[Records for this exercise Boundary: Start]
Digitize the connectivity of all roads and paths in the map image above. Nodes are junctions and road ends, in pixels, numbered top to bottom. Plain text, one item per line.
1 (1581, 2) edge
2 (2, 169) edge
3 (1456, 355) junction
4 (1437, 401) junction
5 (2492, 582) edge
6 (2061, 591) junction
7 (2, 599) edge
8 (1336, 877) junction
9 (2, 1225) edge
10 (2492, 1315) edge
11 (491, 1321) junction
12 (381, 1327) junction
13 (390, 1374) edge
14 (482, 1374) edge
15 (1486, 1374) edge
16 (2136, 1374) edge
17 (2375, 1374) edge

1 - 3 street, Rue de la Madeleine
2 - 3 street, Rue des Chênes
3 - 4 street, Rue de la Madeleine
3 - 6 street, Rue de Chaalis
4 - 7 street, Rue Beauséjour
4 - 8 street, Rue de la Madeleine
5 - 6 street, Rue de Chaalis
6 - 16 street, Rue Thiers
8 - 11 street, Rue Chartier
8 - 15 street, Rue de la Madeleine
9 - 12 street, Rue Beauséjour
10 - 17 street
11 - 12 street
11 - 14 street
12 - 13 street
[Records for this exercise Boundary: End]
▶ Instructions to follow: In full and without alteration, output the listing.

▶ Result of this task:
Digitize the connectivity of all roads and paths in the map image above. Nodes are junctions and road ends, in pixels, numbered top to bottom. Plain text, one item per line.
1 (1581, 2) edge
2 (2, 169) edge
3 (1456, 355) junction
4 (1437, 401) junction
5 (2492, 582) edge
6 (2061, 591) junction
7 (2, 599) edge
8 (1336, 877) junction
9 (2, 1225) edge
10 (2492, 1315) edge
11 (491, 1321) junction
12 (381, 1327) junction
13 (390, 1374) edge
14 (482, 1374) edge
15 (1486, 1374) edge
16 (2136, 1374) edge
17 (2375, 1374) edge

1 - 3 street, Rue de la Madeleine
2 - 3 street, Rue des Chênes
3 - 4 street, Rue de la Madeleine
3 - 6 street, Rue de Chaalis
4 - 7 street, Rue Beauséjour
4 - 8 street, Rue de la Madeleine
5 - 6 street, Rue de Chaalis
6 - 16 street, Rue Thiers
8 - 11 street, Rue Chartier
8 - 15 street, Rue de la Madeleine
9 - 12 street, Rue Beauséjour
10 - 17 street
11 - 12 street
11 - 14 street
12 - 13 street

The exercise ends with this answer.